Task item
All records below are to be set down exactly, each character intact.

########################################

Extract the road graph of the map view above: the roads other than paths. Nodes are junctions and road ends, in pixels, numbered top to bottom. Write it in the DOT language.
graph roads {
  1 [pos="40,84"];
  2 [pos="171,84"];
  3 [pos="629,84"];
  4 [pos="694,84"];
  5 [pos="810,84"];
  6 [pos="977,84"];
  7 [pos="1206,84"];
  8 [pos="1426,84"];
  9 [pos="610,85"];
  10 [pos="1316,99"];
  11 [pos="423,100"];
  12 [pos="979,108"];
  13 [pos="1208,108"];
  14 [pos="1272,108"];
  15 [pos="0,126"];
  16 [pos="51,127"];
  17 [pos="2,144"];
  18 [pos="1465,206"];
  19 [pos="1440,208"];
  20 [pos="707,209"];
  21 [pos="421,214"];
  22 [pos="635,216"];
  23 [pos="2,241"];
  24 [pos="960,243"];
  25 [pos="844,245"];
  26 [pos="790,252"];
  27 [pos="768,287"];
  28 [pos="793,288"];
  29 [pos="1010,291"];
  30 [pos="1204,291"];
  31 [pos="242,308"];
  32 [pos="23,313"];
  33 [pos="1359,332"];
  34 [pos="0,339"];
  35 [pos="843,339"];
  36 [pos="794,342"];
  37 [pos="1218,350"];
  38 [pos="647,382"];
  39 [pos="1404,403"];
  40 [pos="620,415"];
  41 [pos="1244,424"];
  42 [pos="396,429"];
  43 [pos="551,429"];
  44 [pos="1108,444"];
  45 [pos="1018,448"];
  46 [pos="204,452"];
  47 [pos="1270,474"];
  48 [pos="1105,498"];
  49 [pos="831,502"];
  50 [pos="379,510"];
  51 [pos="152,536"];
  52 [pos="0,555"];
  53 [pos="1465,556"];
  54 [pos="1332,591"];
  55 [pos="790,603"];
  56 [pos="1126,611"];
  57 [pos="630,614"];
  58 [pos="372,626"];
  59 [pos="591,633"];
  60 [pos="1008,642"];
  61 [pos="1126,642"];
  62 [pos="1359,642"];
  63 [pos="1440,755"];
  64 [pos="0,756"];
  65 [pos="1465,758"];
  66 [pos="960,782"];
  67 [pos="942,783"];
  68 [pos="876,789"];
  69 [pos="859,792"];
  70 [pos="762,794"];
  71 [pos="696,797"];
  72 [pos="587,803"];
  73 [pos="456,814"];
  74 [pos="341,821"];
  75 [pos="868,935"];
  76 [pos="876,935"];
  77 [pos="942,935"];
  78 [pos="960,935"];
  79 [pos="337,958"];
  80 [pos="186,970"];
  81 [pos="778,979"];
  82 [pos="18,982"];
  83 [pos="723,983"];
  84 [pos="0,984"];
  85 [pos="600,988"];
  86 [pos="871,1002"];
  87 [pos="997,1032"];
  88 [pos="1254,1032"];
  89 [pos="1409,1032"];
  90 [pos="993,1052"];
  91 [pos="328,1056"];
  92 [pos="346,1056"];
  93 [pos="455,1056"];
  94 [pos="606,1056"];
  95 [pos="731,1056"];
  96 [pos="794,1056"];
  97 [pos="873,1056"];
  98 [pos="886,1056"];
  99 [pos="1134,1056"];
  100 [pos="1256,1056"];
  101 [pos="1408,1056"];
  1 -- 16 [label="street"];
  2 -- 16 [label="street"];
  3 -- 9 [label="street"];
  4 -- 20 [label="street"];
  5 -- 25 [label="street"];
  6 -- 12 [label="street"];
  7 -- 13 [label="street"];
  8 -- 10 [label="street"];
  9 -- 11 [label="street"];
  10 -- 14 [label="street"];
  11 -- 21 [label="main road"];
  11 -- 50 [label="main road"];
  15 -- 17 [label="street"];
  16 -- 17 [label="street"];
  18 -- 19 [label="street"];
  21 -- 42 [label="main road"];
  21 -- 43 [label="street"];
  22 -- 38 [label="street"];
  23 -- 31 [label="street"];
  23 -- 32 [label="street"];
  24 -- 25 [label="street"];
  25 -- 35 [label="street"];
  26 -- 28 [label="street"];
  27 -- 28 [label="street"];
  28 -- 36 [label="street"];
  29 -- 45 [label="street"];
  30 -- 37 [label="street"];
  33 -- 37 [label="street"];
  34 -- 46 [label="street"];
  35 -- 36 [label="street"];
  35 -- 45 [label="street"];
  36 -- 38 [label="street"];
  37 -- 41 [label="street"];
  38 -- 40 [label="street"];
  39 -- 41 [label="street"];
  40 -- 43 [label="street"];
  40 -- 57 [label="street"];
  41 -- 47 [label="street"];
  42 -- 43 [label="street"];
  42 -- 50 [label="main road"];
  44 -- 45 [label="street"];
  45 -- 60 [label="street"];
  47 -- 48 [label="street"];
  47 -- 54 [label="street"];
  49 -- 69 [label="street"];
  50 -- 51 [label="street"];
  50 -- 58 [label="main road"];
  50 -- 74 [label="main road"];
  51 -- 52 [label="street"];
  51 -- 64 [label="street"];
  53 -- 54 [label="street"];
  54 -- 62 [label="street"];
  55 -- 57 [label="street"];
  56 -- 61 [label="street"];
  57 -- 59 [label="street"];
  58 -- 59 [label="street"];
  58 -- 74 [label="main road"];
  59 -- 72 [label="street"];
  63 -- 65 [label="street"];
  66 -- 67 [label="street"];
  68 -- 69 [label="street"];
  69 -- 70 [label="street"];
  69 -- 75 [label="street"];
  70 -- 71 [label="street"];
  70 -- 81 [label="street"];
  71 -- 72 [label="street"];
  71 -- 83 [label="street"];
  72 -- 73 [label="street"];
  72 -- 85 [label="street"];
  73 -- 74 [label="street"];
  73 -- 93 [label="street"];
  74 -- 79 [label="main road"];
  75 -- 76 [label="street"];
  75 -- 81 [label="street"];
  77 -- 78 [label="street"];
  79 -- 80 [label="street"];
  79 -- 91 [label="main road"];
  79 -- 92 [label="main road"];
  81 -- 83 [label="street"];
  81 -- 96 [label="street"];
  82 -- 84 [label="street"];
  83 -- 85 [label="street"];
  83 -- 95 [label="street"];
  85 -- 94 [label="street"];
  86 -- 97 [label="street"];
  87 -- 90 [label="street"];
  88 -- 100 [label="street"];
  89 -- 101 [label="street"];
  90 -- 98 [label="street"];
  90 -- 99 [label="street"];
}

########################################

Final answer
Extract the road graph of the map view above: the roads other than paths. Nodes are junctions and road ends, in pixels, numbered top to bottom. Write it in the DOT language.
graph roads {
  1 [pos="40,84"];
  2 [pos="171,84"];
  3 [pos="629,84"];
  4 [pos="694,84"];
  5 [pos="810,84"];
  6 [pos="977,84"];
  7 [pos="1206,84"];
  8 [pos="1426,84"];
  9 [pos="610,85"];
  10 [pos="1316,99"];
  11 [pos="423,100"];
  12 [pos="979,108"];
  13 [pos="1208,108"];
  14 [pos="1272,108"];
  15 [pos="0,126"];
  16 [pos="51,127"];
  17 [pos="2,144"];
  18 [pos="1465,206"];
  19 [pos="1440,208"];
  20 [pos="707,209"];
  21 [pos="421,214"];
  22 [pos="635,216"];
  23 [pos="2,241"];
  24 [pos="960,243"];
  25 [pos="844,245"];
  26 [pos="790,252"];
  27 [pos="768,287"];
  28 [pos="793,288"];
  29 [pos="1010,291"];
  30 [pos="1204,291"];
  31 [pos="242,308"];
  32 [pos="23,313"];
  33 [pos="1359,332"];
  34 [pos="0,339"];
  35 [pos="843,339"];
  36 [pos="794,342"];
  37 [pos="1218,350"];
  38 [pos="647,382"];
  39 [pos="1404,403"];
  40 [pos="620,415"];
  41 [pos="1244,424"];
  42 [pos="396,429"];
  43 [pos="551,429"];
  44 [pos="1108,444"];
  45 [pos="1018,448"];
  46 [pos="204,452"];
  47 [pos="1270,474"];
  48 [pos="1105,498"];
  49 [pos="831,502"];
  50 [pos="379,510"];
  51 [pos="152,536"];
  52 [pos="0,555"];
  53 [pos="1465,556"];
  54 [pos="1332,591"];
  55 [pos="790,603"];
  56 [pos="1126,611"];
  57 [pos="630,614"];
  58 [pos="372,626"];
  59 [pos="591,633"];
  60 [pos="1008,642"];
  61 [pos="1126,642"];
  62 [pos="1359,642"];
  63 [pos="1440,755"];
  64 [pos="0,756"];
  65 [pos="1465,758"];
  66 [pos="960,782"];
  67 [pos="942,783"];
  68 [pos="876,789"];
  69 [pos="859,792"];
  70 [pos="762,794"];
  71 [pos="696,797"];
  72 [pos="587,803"];
  73 [pos="456,814"];
  74 [pos="341,821"];
  75 [pos="868,935"];
  76 [pos="876,935"];
  77 [pos="942,935"];
  78 [pos="960,935"];
  79 [pos="337,958"];
  80 [pos="186,970"];
  81 [pos="778,979"];
  82 [pos="18,982"];
  83 [pos="723,983"];
  84 [pos="0,984"];
  85 [pos="600,988"];
  86 [pos="871,1002"];
  87 [pos="997,1032"];
  88 [pos="1254,1032"];
  89 [pos="1409,1032"];
  90 [pos="993,1052"];
  91 [pos="328,1056"];
  92 [pos="346,1056"];
  93 [pos="455,1056"];
  94 [pos="606,1056"];
  95 [pos="731,1056"];
  96 [pos="794,1056"];
  97 [pos="873,1056"];
  98 [pos="886,1056"];
  99 [pos="1134,1056"];
  100 [pos="1256,1056"];
  101 [pos="1408,1056"];
  1 -- 16 [label="street"];
  2 -- 16 [label="street"];
  3 -- 9 [label="street"];
  4 -- 20 [label="street"];
  5 -- 25 [label="street"];
  6 -- 12 [label="street"];
  7 -- 13 [label="street"];
  8 -- 10 [label="street"];
  9 -- 11 [label="street"];
  10 -- 14 [label="street"];
  11 -- 21 [label="main road"];
  11 -- 50 [label="main road"];
  15 -- 17 [label="street"];
  16 -- 17 [label="street"];
  18 -- 19 [label="street"];
  21 -- 42 [label="main road"];
  21 -- 43 [label="street"];
  22 -- 38 [label="street"];
  23 -- 31 [label="street"];
  23 -- 32 [label="street"];
  24 -- 25 [label="street"];
  25 -- 35 [label="street"];
  26 -- 28 [label="street"];
  27 -- 28 [label="street"];
  28 -- 36 [label="street"];
  29 -- 45 [label="street"];
  30 -- 37 [label="street"];
  33 -- 37 [label="street"];
  34 -- 46 [label="street"];
  35 -- 36 [label="street"];
  35 -- 45 [label="street"];
  36 -- 38 [label="street"];
  37 -- 41 [label="street"];
  38 -- 40 [label="street"];
  39 -- 41 [label="street"];
  40 -- 43 [label="street"];
  40 -- 57 [label="street"];
  41 -- 47 [label="street"];
  42 -- 43 [label="street"];
  42 -- 50 [label="main road"];
  44 -- 45 [label="street"];
  45 -- 60 [label="street"];
  47 -- 48 [label="street"];
  47 -- 54 [label="street"];
  49 -- 69 [label="street"];
  50 -- 51 [label="street"];
  50 -- 58 [label="main road"];
  50 -- 74 [label="main road"];
  51 -- 52 [label="street"];
  51 -- 64 [label="street"];
  53 -- 54 [label="street"];
  54 -- 62 [label="street"];
  55 -- 57 [label="street"];
  56 -- 61 [label="street"];
  57 -- 59 [label="street"];
  58 -- 59 [label="street"];
  58 -- 74 [label="main road"];
  59 -- 72 [label="street"];
  63 -- 65 [label="street"];
  66 -- 67 [label="street"];
  68 -- 69 [label="street"];
  69 -- 70 [label="street"];
  69 -- 75 [label="street"];
  70 -- 71 [label="street"];
  70 -- 81 [label="street"];
  71 -- 72 [label="street"];
  71 -- 83 [label="street"];
  72 -- 73 [label="street"];
  72 -- 85 [label="street"];
  73 -- 74 [label="street"];
  73 -- 93 [label="street"];
  74 -- 79 [label="main road"];
  75 -- 76 [label="street"];
  75 -- 81 [label="street"];
  77 -- 78 [label="street"];
  79 -- 80 [label="street"];
  79 -- 91 [label="main road"];
  79 -- 92 [label="main road"];
  81 -- 83 [label="street"];
  81 -- 96 [label="street"];
  82 -- 84 [label="street"];
  83 -- 85 [label="street"];
  83 -- 95 [label="street"];
  85 -- 94 [label="street"];
  86 -- 97 [label="street"];
  87 -- 90 [label="street"];
  88 -- 100 [label="street"];
  89 -- 101 [label="street"];
  90 -- 98 [label="street"];
  90 -- 99 [label="street"];
}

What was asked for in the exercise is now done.